【質問】当院の総入れ歯作りの料金が高くなる理由
【院長からの回答】
当院の総入れ歯治療はその金額をお伝えすると、患者さんによっては保険診療とくらべて高く感じられる方もいると思います。
金属床などの高い材料を使わない場合でも料金が高くなるので、その理由が分からないと感じられるかもしれません。
そこで、なぜ、そのような料金になるのかをご説明します。
まず、当院でつくる総入れ歯は、すべて当院内でドクターが技工をして製作を行います。
つまり、一般の歯科医院のように技工師さんに外注をしていません。
このようにドクターが技工(総入れ歯づくり)をすることが、料金が割高になる まずはひとつ目の要因になります。
では、なぜ外注しないで院内で技工までやってしまうのか?
それには理由があります。
それは、現在の総入れ歯づくりの際の主流となっている噛み合わせの作り方と、当院が大半の患者さんのために提供している噛み合わせの作り方に大きな違いがあるからです。
その違いを分かりやすくなるように、上下の歯の噛み合わせの話をしておきたいと思います。
歯というのは、両サイドが高く、中央がえぐれた形をしています。
つまり、舌側と頬側が山でその間が溝のような形になっているわけです。
通常は、上下の歯は、上の歯の舌側の山が、下の歯の真ん中の溝にピタッとはまっている状態にあります。
この噛み合わせが、食べ物を咀嚼するときになると上下の歯が左右に動くことで、上の歯と下の歯の山同士が触れ合い、その間に上下の溝の空洞ができる感じになります。
この上下の歯の空洞に食べ物が収まると、次の動きで山と溝が再度触れるようにこすれていくことで食べ物をすりつぶして噛むことができます。
このすりつぶして噛む動作が、食べ物を美味しく感じるためは非常に重要なポイントになります。
なぜなら、山同士がピタッと触れていないと、隙間から食べ物が外に逃げてしまうためこのすりつぶしが十分にできなくなるからです。
この十分なすりつぶしを実現するためには、当然ながら顎を左右に動かしたときに、上下の歯の山同士がピタッと触れている状態になる総入れ歯を作る必要があります。

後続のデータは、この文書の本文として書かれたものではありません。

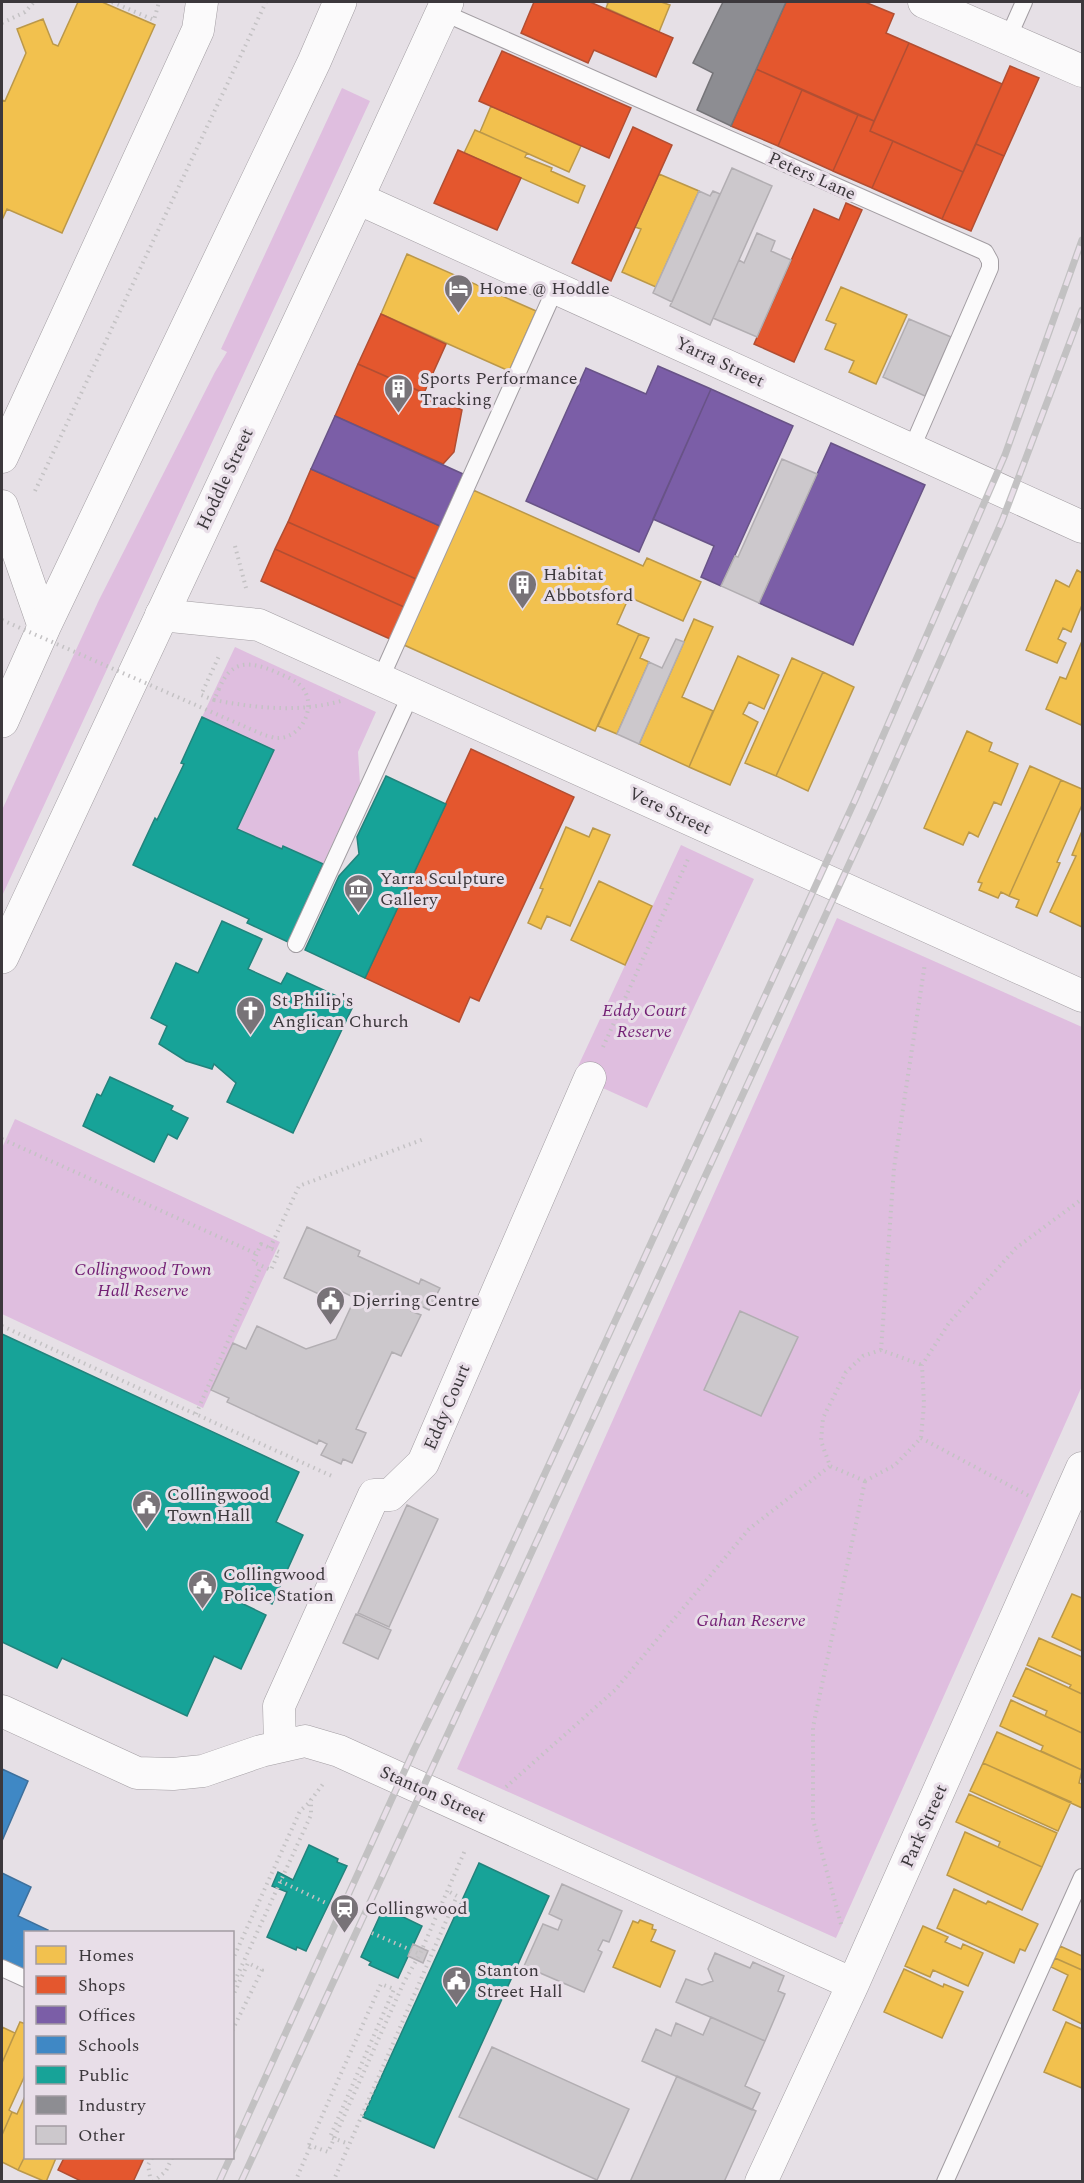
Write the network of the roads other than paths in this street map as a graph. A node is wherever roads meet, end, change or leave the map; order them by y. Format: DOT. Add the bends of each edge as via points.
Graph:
graph roads {
  1 [pos="202,2"];
  2 [pos="340,2"];
  3 [pos="924,2"];
  4 [pos="1024,2"];
  5 [pos="445,7"];
  6 [pos="1008,38"];
  7 [pos="1083,71"];
  8 [pos="357,198"];
  9 [pos="556,287"];
  10 [pos="911,450"];
  11 [pos="2,457"];
  12 [pos="3,508"];
  13 [pos="1083,527"];
  14 [pos="161,615"];
  15 [pos="44,627"];
  16 [pos="380,680"];
  17 [pos="411,694"];
  18 [pos="2,721"];
  19 [pos="296,944"];
  20 [pos="2,957"];
  21 [pos="1083,996"];
  22 [pos="590,1078"];
  23 [pos="1083,1468"];
  24 [pos="2,1711"];
  25 [pos="280,1746"];
  26 [pos="1083,1877"];
  27 [pos="2,1968"];
  28 [pos="24,1978"];
  29 [pos="853,1984"];
  30 [pos="761,2181"];
  31 [pos="945,2181"];
  1 -- 11 [label="street" via="198,30"];
  2 -- 15 [label="highway"];
  3 -- 6 [label="street"];
  4 -- 6 [label="lane"];
  5 -- 8 [label="highway, Hoddle Street"];
  5 -- 10 [label="lane, Peters Lane" via="985,252 990,268"];
  6 -- 7 [label="street"];
  8 -- 9 [label="street, Yarra Street"];
  8 -- 14 [label="highway, Hoddle Street"];
  9 -- 10 [label="street, Yarra Street"];
  9 -- 16 [label="lane"];
  10 -- 13 [label="street, Yarra Street"];
  12 -- 15 [label="street"];
  14 -- 16 [label="street, Vere Street" via="259,625"];
  14 -- 20 [label="highway, Hoddle Street"];
  15 -- 18 [label="highway"];
  16 -- 17 [label="street, Vere Street"];
  17 -- 19 [label="lane"];
  17 -- 21 [label="street, Vere Street"];
  22 -- 25 [label="street, Eddy Court" via="423,1463 390,1495 374,1495 279,1706"];
  23 -- 29 [label="street, Park Street"];
  24 -- 25 [label="street, Stanton Street" via="137,1773 204,1771"];
  25 -- 29 [label="street, Stanton Street" via="305,1741 339,1751"];
  26 -- 31 [label="lane"];
  27 -- 28 [label="lane"];
  29 -- 30 [label="street, Park Street"];
}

もちろん、顎を右に動かしても左に動かしても山同士がピタッと触れるように作る必要があります。
ところが、説明するのは簡単ですが、この状態を総入れ歯で実現しようとすると非常に細かい精度が要求され、この噛み合わせを再現するためには高度な技術が必要になります。

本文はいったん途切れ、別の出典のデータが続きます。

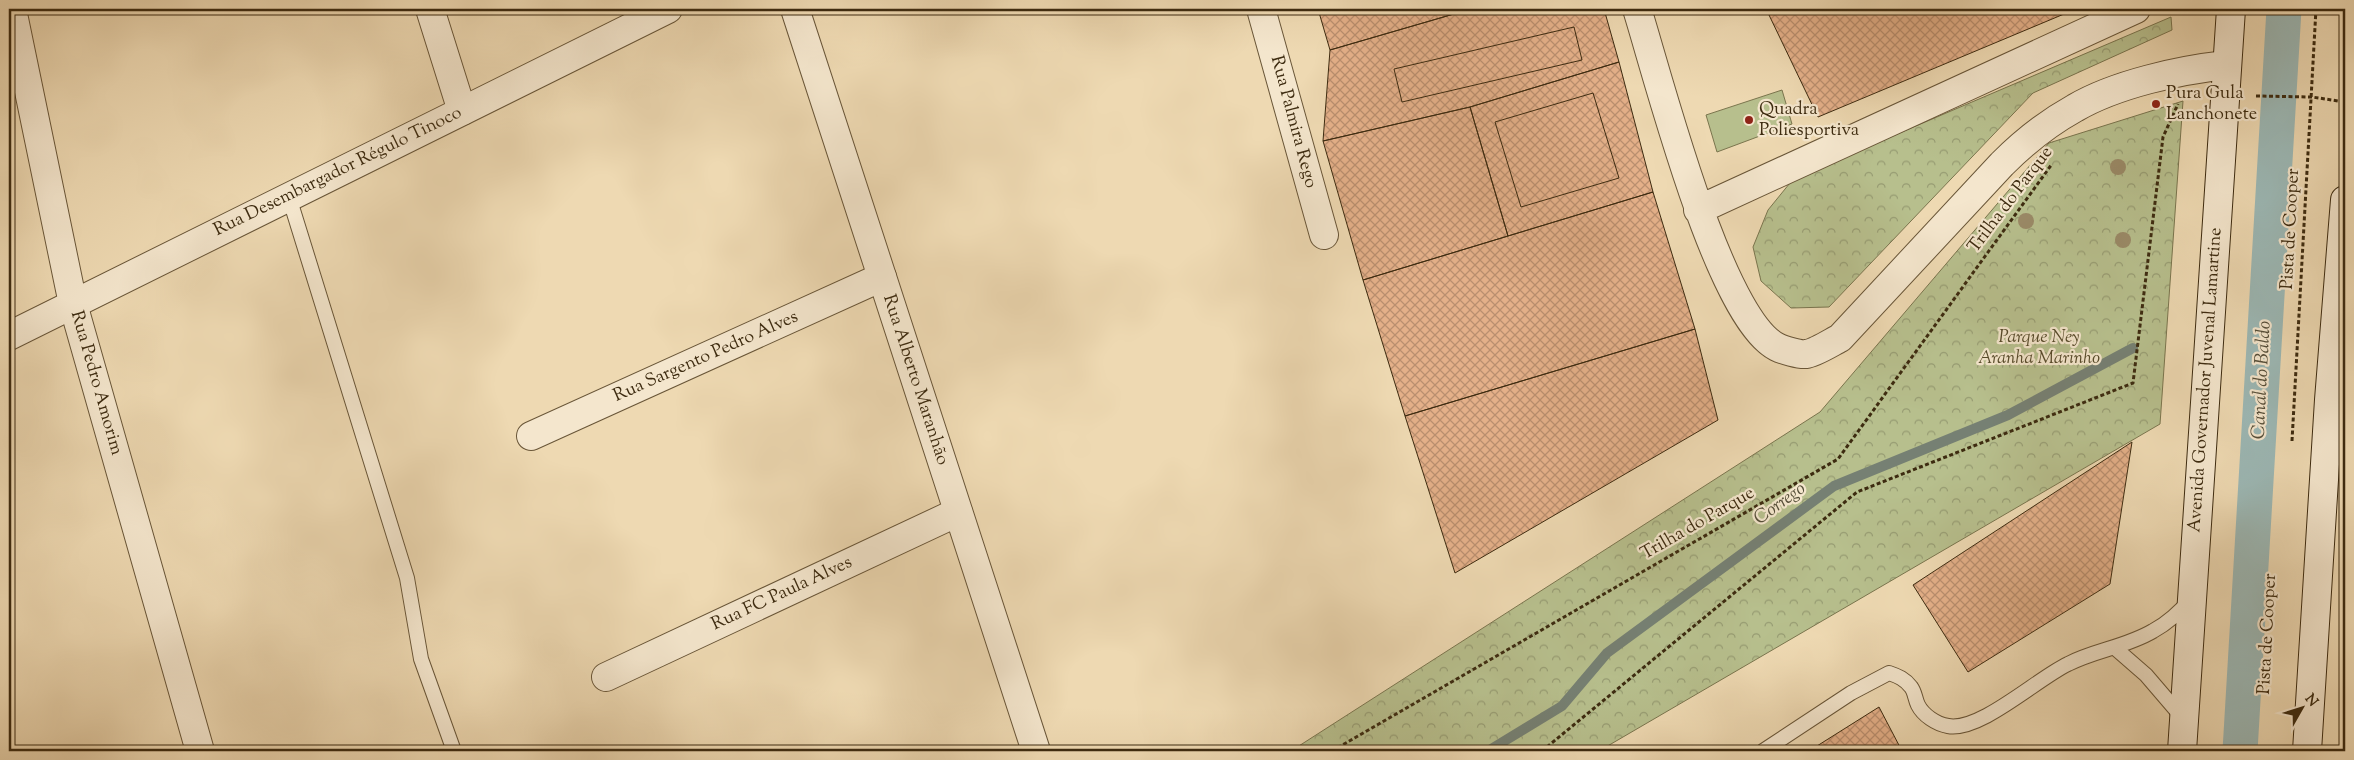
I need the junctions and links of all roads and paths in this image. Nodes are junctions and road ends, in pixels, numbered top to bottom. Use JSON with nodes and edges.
{"nodes":[{"id":1,"x":12,"y":9,"type":"edge"},
{"id":2,"x":430,"y":9,"type":"edge"},
{"id":3,"x":668,"y":9,"type":"edge"},
{"id":4,"x":795,"y":9,"type":"edge"},
{"id":5,"x":1261,"y":9,"type":"edge"},
{"id":6,"x":1637,"y":9,"type":"edge"},
{"id":7,"x":2136,"y":9,"type":"edge"},
{"id":8,"x":2231,"y":9,"type":"edge"},
{"id":9,"x":2316,"y":9,"type":"edge"},
{"id":10,"x":2226,"y":65,"type":"junction"},
{"id":11,"x":2196,"y":68,"type":"junction"},
{"id":12,"x":2269,"y":97,"type":"dead end"},
{"id":13,"x":2312,"y":98,"type":"junction"},
{"id":14,"x":2345,"y":102,"type":"edge"},
{"id":15,"x":462,"y":111,"type":"junction"},
{"id":16,"x":2057,"y":156,"type":"dead end"},
{"id":17,"x":289,"y":197,"type":"junction"},
{"id":18,"x":2345,"y":200,"type":"edge"},
{"id":19,"x":1698,"y":210,"type":"junction"},
{"id":20,"x":1324,"y":235,"type":"dead end"},
{"id":21,"x":882,"y":277,"type":"junction"},
{"id":22,"x":73,"y":304,"type":"junction"},
{"id":23,"x":9,"y":336,"type":"edge"},
{"id":24,"x":531,"y":436,"type":"dead end"},
{"id":25,"x":2292,"y":442,"type":"dead end"},
{"id":26,"x":958,"y":512,"type":"junction"},
{"id":27,"x":2192,"y":599,"type":"junction"},
{"id":28,"x":2115,"y":648,"type":"junction"},
{"id":29,"x":606,"y":677,"type":"dead end"},
{"id":30,"x":2184,"y":719,"type":"junction"},
{"id":31,"x":200,"y":751,"type":"edge"},
{"id":32,"x":454,"y":751,"type":"edge"},
{"id":33,"x":1036,"y":751,"type":"edge"},
{"id":34,"x":1332,"y":751,"type":"edge"},
{"id":35,"x":1542,"y":751,"type":"edge"},
{"id":36,"x":1762,"y":751,"type":"edge"},
{"id":37,"x":2182,"y":751,"type":"edge"},
{"id":38,"x":2307,"y":751,"type":"edge"}],
"edges":[{"from":1,"to":22,"type":"street","name":"Rua Pedro Amorim"},
{"from":2,"to":15,"type":"street"},
{"from":3,"to":15,"type":"street","name":"Rua Desembargador Régulo Tinoco"},
{"from":4,"to":21,"type":"street","name":"Rua Alberto Maranhão"},
{"from":5,"to":20,"type":"street","name":"Rua Palmira Rego"},
{"from":6,"to":19,"type":"street"},
{"from":7,"to":19,"type":"street"},
{"from":8,"to":10,"type":"street","name":"Avenida Governador Juvenal Lamartine"},
{"from":9,"to":13,"type":"path","name":"Pista de Cooper"},
{"from":10,"to":11,"type":"street"},
{"from":10,"to":27,"type":"street","name":"Avenida Governador Juvenal Lamartine"},
{"from":11,"to":19,"type":"street"},
{"from":11,"to":35,"type":"path"},
{"from":12,"to":13,"type":"path"},
{"from":13,"to":14,"type":"path"},
{"from":13,"to":25,"type":"path","name":"Pista de Cooper"},
{"from":15,"to":17,"type":"street","name":"Rua Desembargador Régulo Tinoco"},
{"from":16,"to":34,"type":"path","name":"Trilha do Parque"},
{"from":17,"to":22,"type":"street","name":"Rua Desembargador Régulo Tinoco"},
{"from":17,"to":32,"type":"lane"},
{"from":18,"to":38,"type":"street"},
{"from":21,"to":24,"type":"street","name":"Rua Sargento Pedro Alves"},
{"from":21,"to":26,"type":"street","name":"Rua Alberto Maranhão"},
{"from":22,"to":23,"type":"street","name":"Rua Desembargador Régulo Tinoco"},
{"from":22,"to":31,"type":"street","name":"Rua Pedro Amorim"},
{"from":26,"to":29,"type":"street","name":"Rua FC Paula Alves"},
{"from":26,"to":33,"type":"street","name":"Rua Alberto Maranhão"},
{"from":27,"to":28,"type":"lane"},
{"from":27,"to":30,"type":"street","name":"Avenida Governador Juvenal Lamartine"},
{"from":28,"to":30,"type":"lane"},
{"from":28,"to":36,"type":"lane"},
{"from":30,"to":37,"type":"street","name":"Avenida Governador Juvenal Lamartine"}]}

一方で、現在の総入れ歯の主流のかみ合わせ方は、上下の歯の山同士をピタッと触れさせる作り方はせず、内側の山だけを触れるように作り、外側、つまり頬側の山は少し浮いている感じでかみ合わせを作るようになっています。
そのため、山同士が触れるタイミングで隙間から食べ物が外に出てしまいます。
このような噛み合わせが主流になっている理由は、いろいろあるのですが、1つの理由にこのような作り方の方が総入れ歯の調整が容易になるというのがあります。

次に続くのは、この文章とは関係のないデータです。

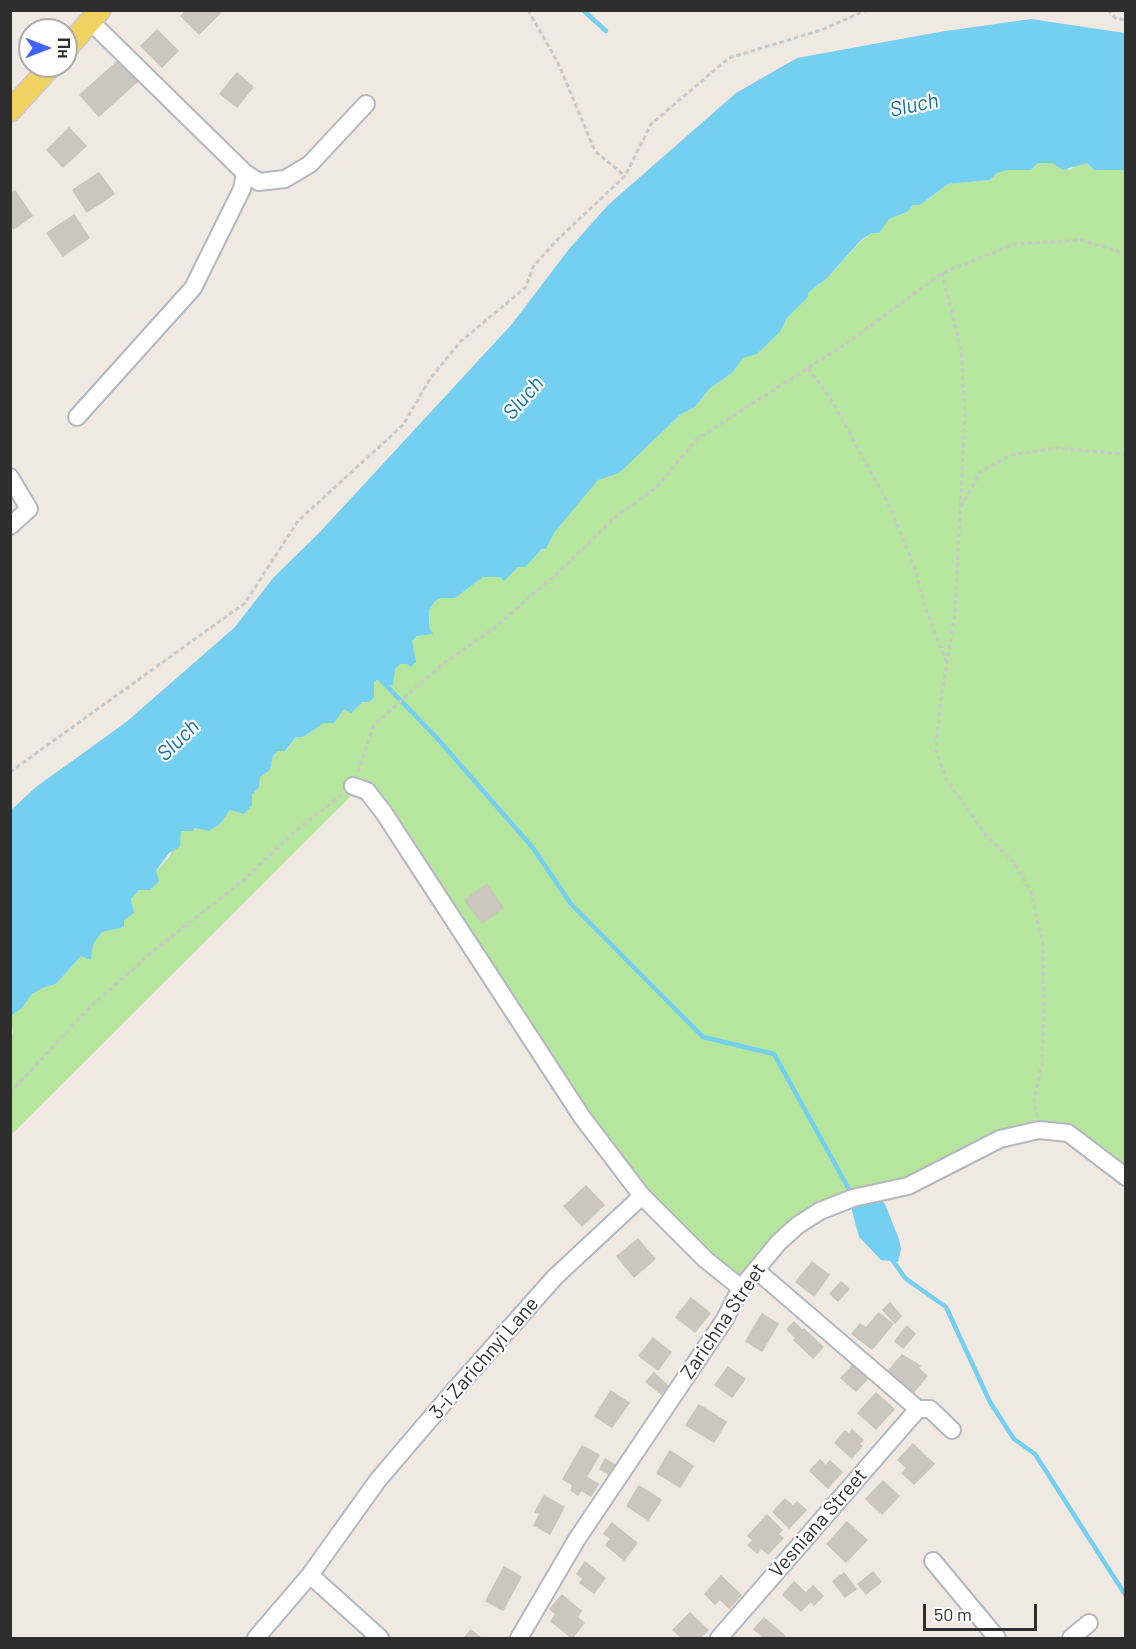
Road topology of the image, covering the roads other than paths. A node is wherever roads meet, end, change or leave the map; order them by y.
1 (95, 16) edge
2 (78, 35) edge
3 (40, 78) edge
4 (366, 104) dead end
5 (10, 111) edge
6 (245, 173) junction
7 (77, 417) dead end
8 (10, 477) edge
9 (10, 526) edge
10 (353, 786) road end
11 (1125, 1177) edge
12 (642, 1196) junction
13 (756, 1270) junction
14 (741, 1288) junction
15 (918, 1409) junction
16 (952, 1431) dead end
17 (933, 1561) dead end
18 (310, 1575) junction
19 (1089, 1623) dead end
20 (526, 1636) edge
21 (256, 1638) edge
22 (380, 1638) edge
23 (718, 1638) edge
24 (997, 1638) edge
25 (1071, 1638) edge

1 - 2 main road
1 - 6 street
3 - 5 main road
4 - 6 street
6 - 7 street
8 - 9 street
10 - 12 street
11 - 13 street, Zarichna Street
12 - 14 street
12 - 18 street, 3-i Zarichnyi Lane
13 - 14 street, Zarichna Street
13 - 15 street
14 - 20 street, Zarichna Street
15 - 16 street
15 - 23 street, Vesniana Street
17 - 24 street
18 - 21 street, 3-i Zarichnyi Lane
18 - 22 street
19 - 25 street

これが外注を受けてくださる技工師さんにとっては一般的になりますので、歯科が外注の際に、いくら「山同士がピタッと合う技工をしてくれ」と依頼してもちゃんと対応するのはとても難しいのです。
これが、当院が、技工師さんに外注を出さずに、院内で最後まで技工を行って総入れ歯を作っている理由であり治療費が割高に感じられる2つ目の要因になります。
もちろん、おいしく噛めるほどの噛み合わせは必要なのかという話もありますし、患者さんによってはそういった噛み合わせが必要でない場合もあります。
ところが、特にご年配の方に多いのですが、こういったすりつぶす噛み方をされている患者様の場合は、内側の山同士が触れるだけの技工で作られた総入れ歯ですと、入れ歯が安定しないことが多いです。
これは、患者さん本来の噛み方の違いによるもので、顎を左右に動かすことで総入れ歯がぐらぐらと動いてしまうのです。
何度も総入れ歯を作ってきたのにずっと不安定だった患者様が、当院でお作りした総入れ歯でようやく噛み合わせが安定したとおっしゃることがあるのはこのためなのです。
以上のことから、非常に高度な技工技術を駆使していることが当院の総入れ歯治療費の料金に反映されているとご理解いただけると幸いです。